Plaintiff's cash receipts from all sources from the date of its organization to June 1, 1914, were as follows: Proceeds of mortgage loan, $ 15,000; proceeds of sales of stock, $ 10,150; advancements made by Peters, $ 6,000; advancements made by Lund, $ 3,000; proceeds of loan obtained from Grand Avenue bank, $ 2,000; and total gross receipts for skating privleges for the season which began December 9, 1913, and ended May 10, 1914, $ 31,933.25. The exact figures from which could be determined the cost of operating the rink for the period just mentioned were not shown by the evidence. However, Lund who was then president testified that out of the gross receipts they paid, according to his recollection, as much as $ 14,000 on the corporation's indebtedness for building and equipment. This estimate was liberal in view of other evidence which discloses that plaintiff had to meet a weekly pay-roll of $ 500, in addition to paying rent, interest and taxes as they fell due. But if Lund's figures be accepted, the total amount of cash received by plaintiff from the time of its organization to June 1, 1914, which it could apply to the payment of the $ 88,000 indebtedness it had incurred for building and equipment was $ 50,150. In other words, there was outstanding against it on the date last mentioned matured demands to the extent of $ 37,850, in addition to its mortgage indebtedness of $ 15,000 and that to the Grand Avenue bank of $ 2,000.

Those who purchased shares in the plaintiff corporation prior to June 1, 1914, were Ruth E. Lund, Vida Elston, M. D. Culver, William F. C. Stenson, Charles G. Knueppel, Ben Schrand, Mrs. H. M. Baker and Hummelscheim Lumber Company. Some of these made further purchases of the stock during the year 1914, and in addition to them one W. W. Menges purchased 130 shares during the latter part of that year. Knueppel had had the sub-contract for the brick work of plaintiff's building, and Schrand that for the plainting. Some of the stock that each took was paid for by applying the purchase price as a credit on the amount due him under his contract. Ruth E. Lund was the wife of C. N. Lund. She, Knueppel and Schrand were made parties defendant to this suit.

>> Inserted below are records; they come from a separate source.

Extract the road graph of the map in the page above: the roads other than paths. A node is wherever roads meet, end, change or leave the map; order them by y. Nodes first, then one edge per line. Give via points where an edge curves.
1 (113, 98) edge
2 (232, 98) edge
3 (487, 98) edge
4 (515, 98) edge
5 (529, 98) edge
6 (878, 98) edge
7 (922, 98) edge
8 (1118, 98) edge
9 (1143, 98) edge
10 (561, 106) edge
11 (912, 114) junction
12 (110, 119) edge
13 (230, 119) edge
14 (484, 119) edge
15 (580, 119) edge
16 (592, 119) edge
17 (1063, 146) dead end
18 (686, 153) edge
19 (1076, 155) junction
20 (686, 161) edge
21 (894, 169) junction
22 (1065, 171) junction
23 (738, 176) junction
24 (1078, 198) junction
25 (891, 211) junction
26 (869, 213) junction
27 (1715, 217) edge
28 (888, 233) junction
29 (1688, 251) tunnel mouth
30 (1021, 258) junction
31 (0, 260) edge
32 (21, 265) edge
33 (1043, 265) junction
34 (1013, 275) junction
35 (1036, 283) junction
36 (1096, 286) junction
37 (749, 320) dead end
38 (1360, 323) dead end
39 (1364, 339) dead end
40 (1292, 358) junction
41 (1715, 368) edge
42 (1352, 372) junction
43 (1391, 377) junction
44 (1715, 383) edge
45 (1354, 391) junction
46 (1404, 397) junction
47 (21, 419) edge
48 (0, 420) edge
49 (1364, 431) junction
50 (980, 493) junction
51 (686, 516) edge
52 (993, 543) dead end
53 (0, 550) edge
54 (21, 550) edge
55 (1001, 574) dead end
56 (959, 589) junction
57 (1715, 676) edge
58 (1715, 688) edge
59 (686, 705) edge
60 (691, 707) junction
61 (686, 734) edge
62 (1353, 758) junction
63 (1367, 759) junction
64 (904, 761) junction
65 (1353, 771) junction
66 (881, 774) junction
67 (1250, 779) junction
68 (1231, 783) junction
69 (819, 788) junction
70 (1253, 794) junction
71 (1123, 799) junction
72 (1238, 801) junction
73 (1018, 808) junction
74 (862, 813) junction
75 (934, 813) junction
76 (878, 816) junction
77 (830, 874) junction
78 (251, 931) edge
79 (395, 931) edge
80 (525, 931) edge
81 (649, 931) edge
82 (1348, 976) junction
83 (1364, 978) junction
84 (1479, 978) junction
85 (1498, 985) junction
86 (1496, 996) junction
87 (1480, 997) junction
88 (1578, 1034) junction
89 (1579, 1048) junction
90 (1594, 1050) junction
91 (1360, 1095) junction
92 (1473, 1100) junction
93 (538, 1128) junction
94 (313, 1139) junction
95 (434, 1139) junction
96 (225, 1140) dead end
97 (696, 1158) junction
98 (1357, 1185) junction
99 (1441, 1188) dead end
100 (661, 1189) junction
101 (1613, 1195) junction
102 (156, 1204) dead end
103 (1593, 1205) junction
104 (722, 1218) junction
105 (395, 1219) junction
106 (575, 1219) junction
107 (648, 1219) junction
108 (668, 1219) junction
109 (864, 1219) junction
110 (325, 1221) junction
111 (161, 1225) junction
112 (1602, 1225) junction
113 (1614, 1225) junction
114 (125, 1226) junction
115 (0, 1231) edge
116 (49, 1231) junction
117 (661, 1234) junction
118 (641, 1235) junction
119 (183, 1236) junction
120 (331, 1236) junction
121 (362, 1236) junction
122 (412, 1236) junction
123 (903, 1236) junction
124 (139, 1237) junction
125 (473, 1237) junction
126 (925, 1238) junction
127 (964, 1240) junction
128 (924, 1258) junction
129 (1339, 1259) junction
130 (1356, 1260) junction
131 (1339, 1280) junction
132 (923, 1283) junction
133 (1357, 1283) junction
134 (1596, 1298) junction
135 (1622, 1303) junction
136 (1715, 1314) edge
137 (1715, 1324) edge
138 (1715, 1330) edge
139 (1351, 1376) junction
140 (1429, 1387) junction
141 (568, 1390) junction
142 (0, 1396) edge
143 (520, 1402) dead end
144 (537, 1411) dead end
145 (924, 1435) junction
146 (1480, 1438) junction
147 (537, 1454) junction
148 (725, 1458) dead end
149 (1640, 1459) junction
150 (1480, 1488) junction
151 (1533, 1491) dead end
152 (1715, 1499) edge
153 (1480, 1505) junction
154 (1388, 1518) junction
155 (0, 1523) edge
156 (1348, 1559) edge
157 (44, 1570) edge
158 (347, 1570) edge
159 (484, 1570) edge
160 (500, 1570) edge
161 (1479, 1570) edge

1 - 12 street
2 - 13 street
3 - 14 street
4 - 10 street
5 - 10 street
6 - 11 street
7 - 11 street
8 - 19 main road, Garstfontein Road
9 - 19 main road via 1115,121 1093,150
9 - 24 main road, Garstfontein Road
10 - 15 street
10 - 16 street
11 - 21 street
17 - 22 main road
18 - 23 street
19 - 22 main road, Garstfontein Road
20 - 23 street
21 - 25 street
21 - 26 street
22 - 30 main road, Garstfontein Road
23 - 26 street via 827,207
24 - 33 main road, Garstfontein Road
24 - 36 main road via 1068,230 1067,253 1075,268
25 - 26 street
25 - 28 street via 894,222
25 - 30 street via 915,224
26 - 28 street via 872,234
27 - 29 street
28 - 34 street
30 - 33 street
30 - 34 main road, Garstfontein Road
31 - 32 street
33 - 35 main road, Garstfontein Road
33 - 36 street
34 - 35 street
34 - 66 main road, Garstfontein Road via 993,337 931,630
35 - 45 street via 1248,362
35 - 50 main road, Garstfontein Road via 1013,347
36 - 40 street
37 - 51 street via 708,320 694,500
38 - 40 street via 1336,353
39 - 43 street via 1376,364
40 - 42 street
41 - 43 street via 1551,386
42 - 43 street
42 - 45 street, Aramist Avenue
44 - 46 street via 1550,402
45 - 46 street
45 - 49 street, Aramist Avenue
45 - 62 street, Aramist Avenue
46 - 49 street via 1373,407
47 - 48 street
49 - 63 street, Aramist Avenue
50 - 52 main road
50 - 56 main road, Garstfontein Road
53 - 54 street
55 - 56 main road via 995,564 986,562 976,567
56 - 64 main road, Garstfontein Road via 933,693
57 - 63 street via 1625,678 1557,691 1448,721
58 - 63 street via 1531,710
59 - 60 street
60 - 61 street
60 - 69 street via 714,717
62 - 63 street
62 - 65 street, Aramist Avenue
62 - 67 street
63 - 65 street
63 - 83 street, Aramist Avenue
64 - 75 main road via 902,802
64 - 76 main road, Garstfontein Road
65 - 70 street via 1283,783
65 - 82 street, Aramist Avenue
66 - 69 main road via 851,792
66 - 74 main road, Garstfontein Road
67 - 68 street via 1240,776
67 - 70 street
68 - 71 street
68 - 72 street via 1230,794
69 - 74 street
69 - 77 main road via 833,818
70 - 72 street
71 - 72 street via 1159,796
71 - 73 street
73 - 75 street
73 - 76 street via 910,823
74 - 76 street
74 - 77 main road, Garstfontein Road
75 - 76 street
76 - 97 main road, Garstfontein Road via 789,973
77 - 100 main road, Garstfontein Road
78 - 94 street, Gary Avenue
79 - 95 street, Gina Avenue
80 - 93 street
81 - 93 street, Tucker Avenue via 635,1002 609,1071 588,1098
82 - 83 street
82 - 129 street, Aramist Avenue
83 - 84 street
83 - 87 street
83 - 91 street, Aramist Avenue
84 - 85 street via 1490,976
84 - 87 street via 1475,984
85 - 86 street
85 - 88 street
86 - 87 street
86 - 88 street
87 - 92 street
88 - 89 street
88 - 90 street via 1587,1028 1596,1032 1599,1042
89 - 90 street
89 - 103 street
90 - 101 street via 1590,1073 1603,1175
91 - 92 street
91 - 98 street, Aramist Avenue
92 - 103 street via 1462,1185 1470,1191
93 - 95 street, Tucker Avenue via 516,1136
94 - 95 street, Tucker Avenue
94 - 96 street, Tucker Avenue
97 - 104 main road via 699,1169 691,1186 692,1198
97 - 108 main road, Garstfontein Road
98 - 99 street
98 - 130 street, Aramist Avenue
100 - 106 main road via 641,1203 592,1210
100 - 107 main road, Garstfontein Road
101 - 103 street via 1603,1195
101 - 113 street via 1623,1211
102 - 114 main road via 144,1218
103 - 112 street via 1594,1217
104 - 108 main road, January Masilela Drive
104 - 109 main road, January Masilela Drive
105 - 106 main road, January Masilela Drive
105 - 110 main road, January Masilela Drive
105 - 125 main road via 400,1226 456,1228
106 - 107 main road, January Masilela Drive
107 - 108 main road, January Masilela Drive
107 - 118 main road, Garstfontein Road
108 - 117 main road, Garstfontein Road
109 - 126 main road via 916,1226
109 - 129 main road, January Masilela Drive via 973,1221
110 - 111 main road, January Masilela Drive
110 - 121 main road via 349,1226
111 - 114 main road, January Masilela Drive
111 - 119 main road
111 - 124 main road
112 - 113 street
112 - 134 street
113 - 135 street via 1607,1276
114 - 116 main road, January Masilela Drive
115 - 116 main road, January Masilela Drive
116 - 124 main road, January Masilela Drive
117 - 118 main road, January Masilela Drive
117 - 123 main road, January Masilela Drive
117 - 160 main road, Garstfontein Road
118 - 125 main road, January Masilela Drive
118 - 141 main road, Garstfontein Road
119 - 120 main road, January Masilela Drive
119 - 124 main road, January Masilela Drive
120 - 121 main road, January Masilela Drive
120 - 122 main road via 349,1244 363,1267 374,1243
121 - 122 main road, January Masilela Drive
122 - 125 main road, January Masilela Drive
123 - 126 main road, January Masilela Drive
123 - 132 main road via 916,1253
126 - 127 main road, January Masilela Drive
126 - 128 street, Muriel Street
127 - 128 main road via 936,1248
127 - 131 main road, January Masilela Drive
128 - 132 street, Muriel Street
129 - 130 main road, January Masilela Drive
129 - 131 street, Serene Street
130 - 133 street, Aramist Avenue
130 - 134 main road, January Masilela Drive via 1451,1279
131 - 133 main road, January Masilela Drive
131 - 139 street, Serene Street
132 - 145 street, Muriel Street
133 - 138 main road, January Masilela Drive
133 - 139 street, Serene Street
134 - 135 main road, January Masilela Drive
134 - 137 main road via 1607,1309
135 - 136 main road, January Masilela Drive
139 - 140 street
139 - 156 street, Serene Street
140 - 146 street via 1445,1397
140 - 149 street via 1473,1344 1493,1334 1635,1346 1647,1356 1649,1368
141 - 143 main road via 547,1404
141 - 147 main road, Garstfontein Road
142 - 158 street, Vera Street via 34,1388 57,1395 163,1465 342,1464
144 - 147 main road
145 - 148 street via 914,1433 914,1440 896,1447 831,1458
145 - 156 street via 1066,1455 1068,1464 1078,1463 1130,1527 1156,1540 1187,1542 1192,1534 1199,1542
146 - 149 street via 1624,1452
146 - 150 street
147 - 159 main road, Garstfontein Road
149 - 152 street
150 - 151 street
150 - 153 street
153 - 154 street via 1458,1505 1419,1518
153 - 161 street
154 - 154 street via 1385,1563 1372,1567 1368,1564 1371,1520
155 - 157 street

At a stockholders' meeting held about June 1, 1914, Schrand, C. N. Lund and George Peters were elected directors. Following the stockholders' meeting, a director's meeting was held and Schrand was elected president, Lund vice-president and Peters secretary and treasurer. At the same meeting a resolution was adopted, over Peters' protest, making Knueppel general manager and the custodian of all the property and funds of the corporation. This action was taken because the majority of the board were of the opinion that to enable the corporation to tide over the difficulties which were then threatening its existence, it was necessary that its affairs be put in the hands of someone who had sufficient financial standing or bank connection to borrow money for its use. This, Knueppel did. He obtained an additional loan of $ 2,000 from the Grand Avenue Bank and one from the Tower Grove Bank of $ 7,500. In each instance he, and possibly other stockholders, endorsed the note.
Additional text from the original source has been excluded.